What you have to do: Search the data below, and report every line in which "from" occurs.

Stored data
________________________
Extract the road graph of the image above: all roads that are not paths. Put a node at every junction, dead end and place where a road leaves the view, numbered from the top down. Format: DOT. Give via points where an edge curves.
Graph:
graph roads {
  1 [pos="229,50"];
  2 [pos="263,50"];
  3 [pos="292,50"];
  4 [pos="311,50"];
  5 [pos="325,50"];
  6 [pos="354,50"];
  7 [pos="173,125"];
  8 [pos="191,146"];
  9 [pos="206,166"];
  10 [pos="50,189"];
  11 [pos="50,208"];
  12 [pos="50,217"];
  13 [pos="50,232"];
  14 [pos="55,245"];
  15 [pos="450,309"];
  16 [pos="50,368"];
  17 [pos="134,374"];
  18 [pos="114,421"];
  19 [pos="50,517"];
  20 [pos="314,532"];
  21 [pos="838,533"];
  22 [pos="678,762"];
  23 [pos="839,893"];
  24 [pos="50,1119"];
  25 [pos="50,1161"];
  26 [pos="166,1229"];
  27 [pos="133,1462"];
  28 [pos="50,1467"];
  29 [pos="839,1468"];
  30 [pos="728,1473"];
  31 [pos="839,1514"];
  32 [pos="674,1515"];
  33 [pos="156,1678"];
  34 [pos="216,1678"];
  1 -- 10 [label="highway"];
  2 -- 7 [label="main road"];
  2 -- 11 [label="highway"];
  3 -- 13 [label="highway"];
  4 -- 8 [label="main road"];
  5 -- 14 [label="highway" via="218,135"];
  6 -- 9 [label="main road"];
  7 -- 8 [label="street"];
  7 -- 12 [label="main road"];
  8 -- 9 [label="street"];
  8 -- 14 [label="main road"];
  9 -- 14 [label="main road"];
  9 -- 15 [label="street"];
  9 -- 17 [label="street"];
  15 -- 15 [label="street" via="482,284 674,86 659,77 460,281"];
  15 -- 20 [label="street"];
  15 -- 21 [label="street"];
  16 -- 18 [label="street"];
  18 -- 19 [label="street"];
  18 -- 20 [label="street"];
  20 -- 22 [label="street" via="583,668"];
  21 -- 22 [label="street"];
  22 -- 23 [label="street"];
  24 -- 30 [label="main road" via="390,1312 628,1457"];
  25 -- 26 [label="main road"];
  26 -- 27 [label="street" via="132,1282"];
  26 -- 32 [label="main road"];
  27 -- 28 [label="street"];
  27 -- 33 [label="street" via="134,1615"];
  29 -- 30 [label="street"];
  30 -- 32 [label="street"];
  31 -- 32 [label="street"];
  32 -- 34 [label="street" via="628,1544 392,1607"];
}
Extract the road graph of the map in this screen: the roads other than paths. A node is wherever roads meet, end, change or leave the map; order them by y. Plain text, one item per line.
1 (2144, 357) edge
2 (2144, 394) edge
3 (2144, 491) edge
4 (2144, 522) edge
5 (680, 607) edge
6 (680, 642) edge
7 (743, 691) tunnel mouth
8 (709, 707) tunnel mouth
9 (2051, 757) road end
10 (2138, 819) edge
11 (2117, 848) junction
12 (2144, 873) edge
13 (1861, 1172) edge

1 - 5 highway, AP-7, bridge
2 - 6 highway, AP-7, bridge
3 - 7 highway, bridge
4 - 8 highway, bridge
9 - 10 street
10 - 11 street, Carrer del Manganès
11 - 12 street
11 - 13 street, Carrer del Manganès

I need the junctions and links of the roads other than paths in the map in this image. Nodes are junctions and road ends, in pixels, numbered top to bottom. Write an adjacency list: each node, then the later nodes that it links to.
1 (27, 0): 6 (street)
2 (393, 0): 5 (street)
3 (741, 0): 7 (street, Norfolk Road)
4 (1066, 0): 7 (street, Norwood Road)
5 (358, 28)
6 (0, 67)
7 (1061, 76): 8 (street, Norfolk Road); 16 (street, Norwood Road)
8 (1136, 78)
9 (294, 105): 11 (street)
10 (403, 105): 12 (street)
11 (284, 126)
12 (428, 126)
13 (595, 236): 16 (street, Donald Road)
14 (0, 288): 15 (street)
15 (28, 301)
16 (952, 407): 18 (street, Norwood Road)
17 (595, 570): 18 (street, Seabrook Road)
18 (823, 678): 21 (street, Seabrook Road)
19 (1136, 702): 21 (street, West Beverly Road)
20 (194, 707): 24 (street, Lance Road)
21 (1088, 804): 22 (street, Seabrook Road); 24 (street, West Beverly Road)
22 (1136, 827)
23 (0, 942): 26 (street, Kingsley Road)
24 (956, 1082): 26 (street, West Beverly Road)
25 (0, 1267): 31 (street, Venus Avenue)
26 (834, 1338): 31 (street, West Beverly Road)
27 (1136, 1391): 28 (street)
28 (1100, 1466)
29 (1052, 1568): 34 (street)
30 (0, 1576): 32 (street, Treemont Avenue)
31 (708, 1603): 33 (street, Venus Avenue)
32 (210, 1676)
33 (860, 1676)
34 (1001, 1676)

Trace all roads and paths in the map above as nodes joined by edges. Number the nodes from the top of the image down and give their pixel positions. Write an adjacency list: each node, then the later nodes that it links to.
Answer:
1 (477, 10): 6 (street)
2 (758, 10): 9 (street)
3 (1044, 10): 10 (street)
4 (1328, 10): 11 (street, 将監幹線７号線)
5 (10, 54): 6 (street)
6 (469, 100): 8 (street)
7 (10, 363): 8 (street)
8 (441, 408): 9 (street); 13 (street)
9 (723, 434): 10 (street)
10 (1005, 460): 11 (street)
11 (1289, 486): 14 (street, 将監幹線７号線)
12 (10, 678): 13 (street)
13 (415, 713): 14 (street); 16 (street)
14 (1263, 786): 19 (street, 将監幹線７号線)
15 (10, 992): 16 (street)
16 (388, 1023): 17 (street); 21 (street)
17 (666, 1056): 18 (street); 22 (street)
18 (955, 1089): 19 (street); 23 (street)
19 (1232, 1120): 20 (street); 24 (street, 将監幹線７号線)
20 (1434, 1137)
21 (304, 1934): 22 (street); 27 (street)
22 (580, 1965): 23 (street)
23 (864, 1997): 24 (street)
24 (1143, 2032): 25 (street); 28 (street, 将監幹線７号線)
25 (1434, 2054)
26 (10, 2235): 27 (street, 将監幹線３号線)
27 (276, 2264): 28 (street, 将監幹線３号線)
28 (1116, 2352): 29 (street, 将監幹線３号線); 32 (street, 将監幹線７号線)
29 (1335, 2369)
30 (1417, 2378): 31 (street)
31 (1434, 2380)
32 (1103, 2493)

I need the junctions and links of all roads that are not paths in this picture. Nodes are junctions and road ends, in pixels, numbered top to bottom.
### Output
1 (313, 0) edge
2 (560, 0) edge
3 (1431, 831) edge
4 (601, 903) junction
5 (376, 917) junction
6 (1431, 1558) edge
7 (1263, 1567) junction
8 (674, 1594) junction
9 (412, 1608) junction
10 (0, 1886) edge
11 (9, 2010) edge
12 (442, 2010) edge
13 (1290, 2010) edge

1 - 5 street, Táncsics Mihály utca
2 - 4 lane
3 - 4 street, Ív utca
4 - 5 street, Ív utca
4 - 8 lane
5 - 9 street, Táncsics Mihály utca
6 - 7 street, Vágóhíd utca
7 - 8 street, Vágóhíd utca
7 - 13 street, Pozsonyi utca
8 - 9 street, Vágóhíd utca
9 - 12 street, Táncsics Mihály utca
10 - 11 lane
________________________
Output for this exercise:
Extract the road graph of the image above: all roads that are not paths. Put a node at every junction, dead end and place where a road leaves the view, numbered from the top down. Format: DOT. Give via points where an edge curves.
Trace all roads and paths in the map above as nodes joined by edges. Number the nodes from the top of the image down and give their pixel positions. Write an adjacency list: each node, then the later nodes that it links to.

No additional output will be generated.